Exercise instructions
From the entries below, extract every line that includes the word "Nodes".

[Excerpted records Boundary: Start]

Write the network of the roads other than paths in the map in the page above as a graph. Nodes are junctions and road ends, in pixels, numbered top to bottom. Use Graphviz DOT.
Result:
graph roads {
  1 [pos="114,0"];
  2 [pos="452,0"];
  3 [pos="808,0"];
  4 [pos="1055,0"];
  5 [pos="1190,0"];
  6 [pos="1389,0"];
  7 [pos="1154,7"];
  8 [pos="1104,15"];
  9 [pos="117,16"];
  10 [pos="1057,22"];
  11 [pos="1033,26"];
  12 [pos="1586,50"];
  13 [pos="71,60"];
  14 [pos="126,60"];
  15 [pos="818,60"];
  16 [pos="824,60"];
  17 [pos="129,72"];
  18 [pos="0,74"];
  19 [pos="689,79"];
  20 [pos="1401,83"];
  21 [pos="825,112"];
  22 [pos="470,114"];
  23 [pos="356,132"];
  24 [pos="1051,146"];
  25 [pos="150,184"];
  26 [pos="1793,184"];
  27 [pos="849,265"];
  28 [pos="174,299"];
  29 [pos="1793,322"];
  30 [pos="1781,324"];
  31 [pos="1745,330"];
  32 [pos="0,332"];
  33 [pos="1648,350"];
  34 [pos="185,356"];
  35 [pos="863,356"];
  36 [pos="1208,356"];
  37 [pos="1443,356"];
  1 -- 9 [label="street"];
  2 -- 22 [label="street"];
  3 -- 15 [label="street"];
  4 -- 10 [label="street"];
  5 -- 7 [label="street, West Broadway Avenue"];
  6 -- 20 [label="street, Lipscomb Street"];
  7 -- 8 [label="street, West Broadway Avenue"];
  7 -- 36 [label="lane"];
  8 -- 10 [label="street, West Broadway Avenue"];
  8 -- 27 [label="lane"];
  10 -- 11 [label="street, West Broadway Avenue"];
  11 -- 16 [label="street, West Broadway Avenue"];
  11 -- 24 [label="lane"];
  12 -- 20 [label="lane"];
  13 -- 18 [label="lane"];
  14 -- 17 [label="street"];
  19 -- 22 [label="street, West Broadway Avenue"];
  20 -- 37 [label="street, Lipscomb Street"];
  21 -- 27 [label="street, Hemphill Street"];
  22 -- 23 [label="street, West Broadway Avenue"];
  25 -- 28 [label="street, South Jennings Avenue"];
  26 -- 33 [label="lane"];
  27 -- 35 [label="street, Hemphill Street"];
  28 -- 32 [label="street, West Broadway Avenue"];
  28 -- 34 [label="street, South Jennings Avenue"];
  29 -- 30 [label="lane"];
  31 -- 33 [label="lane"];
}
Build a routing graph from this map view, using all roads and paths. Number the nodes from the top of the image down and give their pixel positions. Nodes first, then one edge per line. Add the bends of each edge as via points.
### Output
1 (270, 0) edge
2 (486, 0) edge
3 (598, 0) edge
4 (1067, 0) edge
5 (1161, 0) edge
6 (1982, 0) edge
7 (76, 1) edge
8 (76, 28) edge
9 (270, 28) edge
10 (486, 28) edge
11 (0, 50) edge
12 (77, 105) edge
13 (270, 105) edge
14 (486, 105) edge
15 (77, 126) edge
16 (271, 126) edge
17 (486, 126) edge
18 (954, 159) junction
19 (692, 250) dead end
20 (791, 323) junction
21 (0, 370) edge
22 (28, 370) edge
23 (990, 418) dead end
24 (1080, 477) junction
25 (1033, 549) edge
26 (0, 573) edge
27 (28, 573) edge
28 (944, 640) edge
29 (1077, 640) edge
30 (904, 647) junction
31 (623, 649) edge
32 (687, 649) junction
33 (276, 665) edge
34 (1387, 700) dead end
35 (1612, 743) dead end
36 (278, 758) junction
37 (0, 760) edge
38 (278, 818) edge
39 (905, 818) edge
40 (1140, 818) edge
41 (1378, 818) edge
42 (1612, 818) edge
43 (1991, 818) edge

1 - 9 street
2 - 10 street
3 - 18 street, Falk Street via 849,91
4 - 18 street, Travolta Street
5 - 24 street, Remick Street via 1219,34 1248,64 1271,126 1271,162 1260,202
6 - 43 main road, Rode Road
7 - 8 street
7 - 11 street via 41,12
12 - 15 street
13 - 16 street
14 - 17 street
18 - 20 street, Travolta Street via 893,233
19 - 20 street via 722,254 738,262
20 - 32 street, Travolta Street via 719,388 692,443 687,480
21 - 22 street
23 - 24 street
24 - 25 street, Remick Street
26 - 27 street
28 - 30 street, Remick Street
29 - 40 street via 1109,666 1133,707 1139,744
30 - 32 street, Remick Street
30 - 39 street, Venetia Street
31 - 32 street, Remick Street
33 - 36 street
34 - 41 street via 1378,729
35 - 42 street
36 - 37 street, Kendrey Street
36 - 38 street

[Excerpted records Boundary: End]
[Excerpted records Boundary: Start]

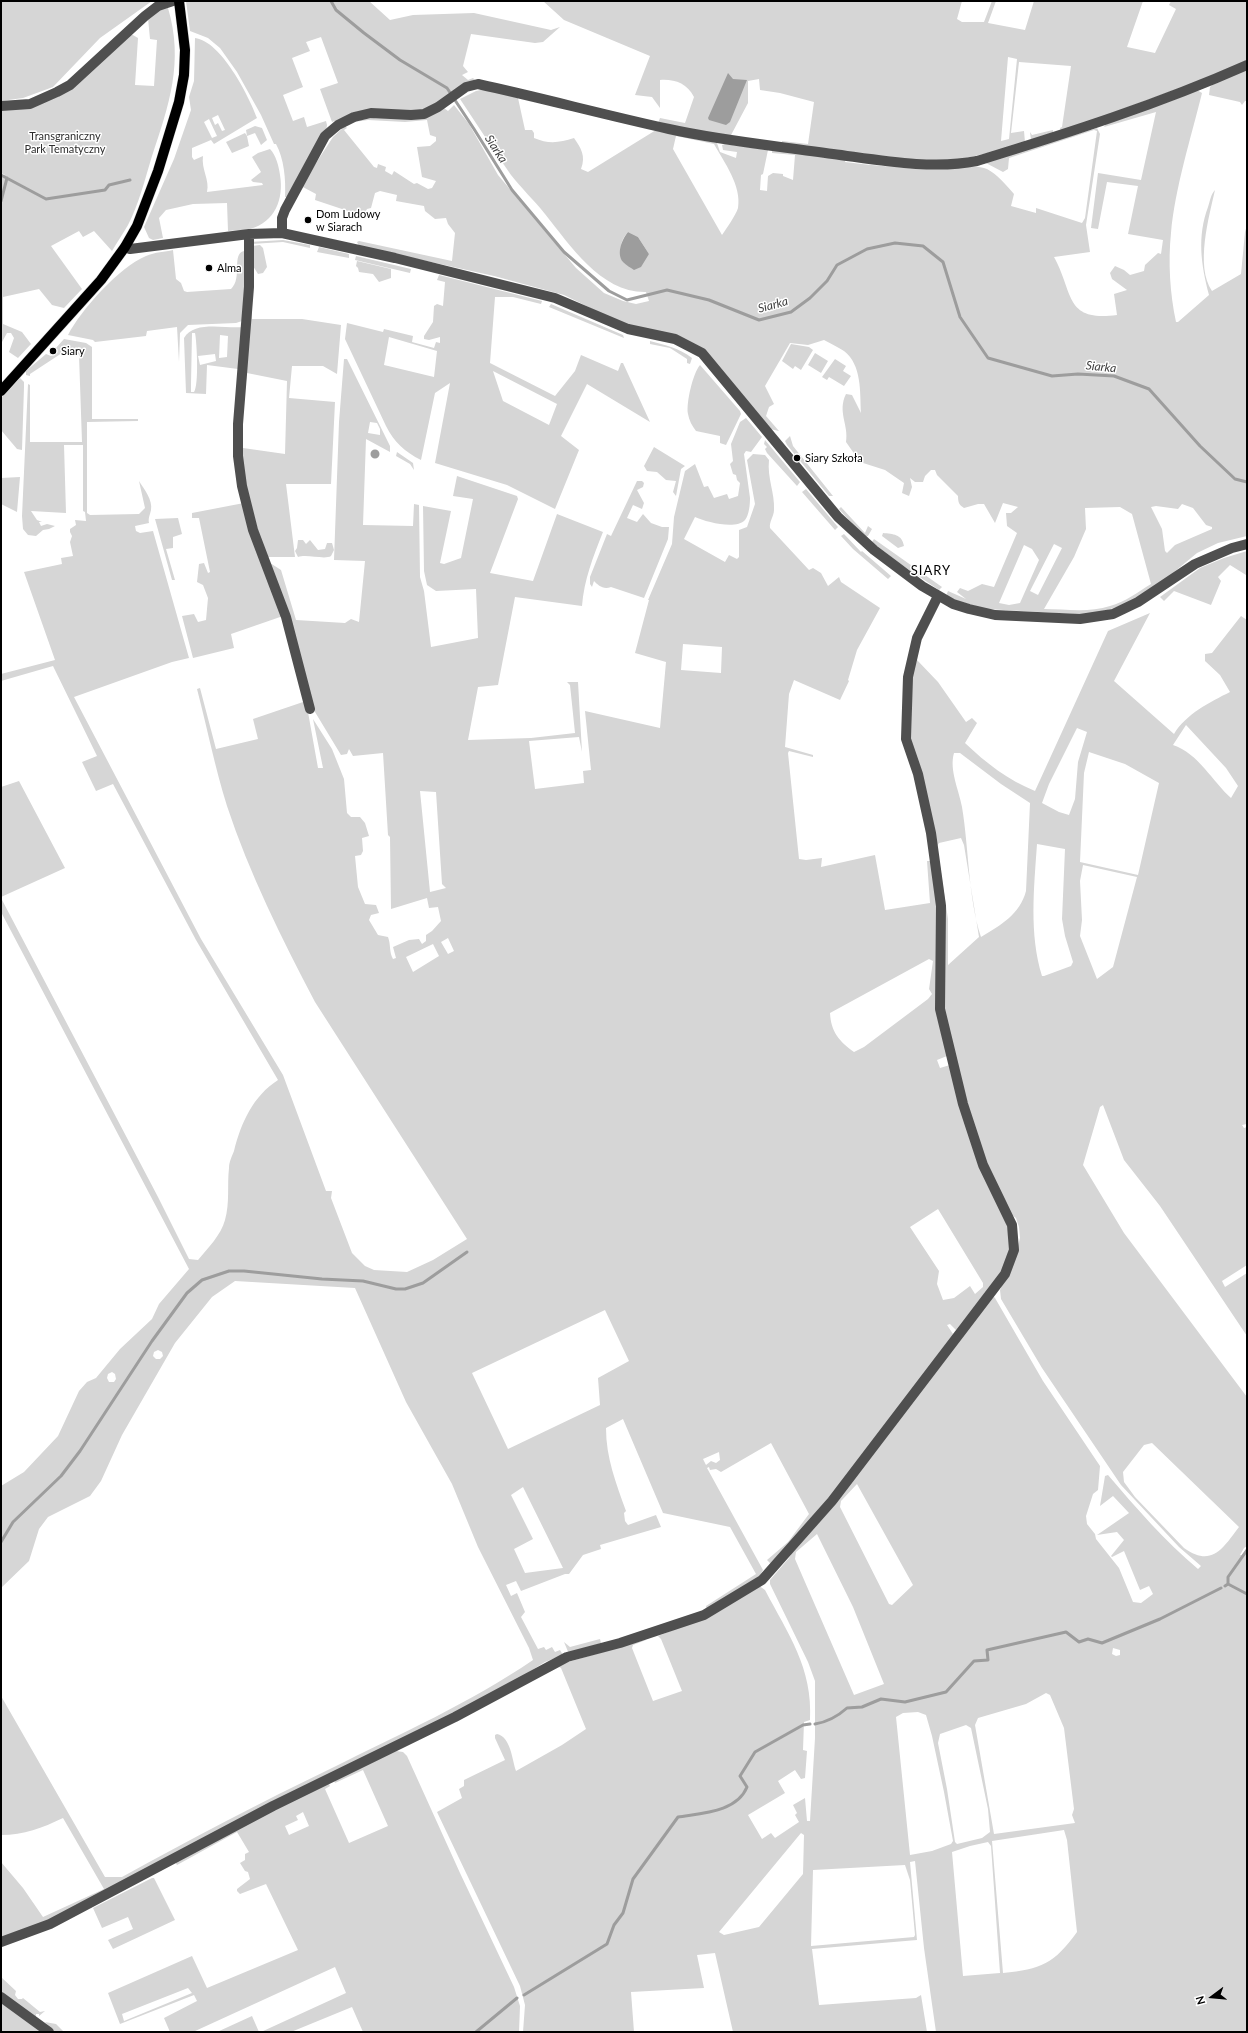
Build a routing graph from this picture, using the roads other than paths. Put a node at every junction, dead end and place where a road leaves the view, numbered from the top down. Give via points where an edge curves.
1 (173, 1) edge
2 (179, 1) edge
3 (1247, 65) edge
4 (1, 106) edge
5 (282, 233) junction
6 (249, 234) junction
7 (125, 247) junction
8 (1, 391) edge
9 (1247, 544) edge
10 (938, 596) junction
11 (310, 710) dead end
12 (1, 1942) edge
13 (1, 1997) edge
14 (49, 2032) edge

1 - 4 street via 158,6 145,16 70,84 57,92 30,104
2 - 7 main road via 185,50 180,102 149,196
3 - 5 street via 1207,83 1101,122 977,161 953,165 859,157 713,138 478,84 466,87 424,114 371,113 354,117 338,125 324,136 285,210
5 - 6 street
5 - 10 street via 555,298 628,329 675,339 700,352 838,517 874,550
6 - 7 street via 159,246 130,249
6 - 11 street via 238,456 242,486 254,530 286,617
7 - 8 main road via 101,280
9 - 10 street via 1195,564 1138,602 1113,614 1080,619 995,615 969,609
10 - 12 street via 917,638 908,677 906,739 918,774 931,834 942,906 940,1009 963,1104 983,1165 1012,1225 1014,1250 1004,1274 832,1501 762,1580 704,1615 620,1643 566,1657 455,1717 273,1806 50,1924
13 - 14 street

[Excerpted records Boundary: End]

Answer box
Write the network of the roads other than paths in the map in the page above as a graph. Nodes are junctions and road ends, in pixels, numbered top to bottom. Use Graphviz DOT.
Build a routing graph from this map view, using all roads and paths. Number the nodes from the top of the image down and give their pixel positions. Nodes first, then one edge per line. Add the bends of each edge as via points.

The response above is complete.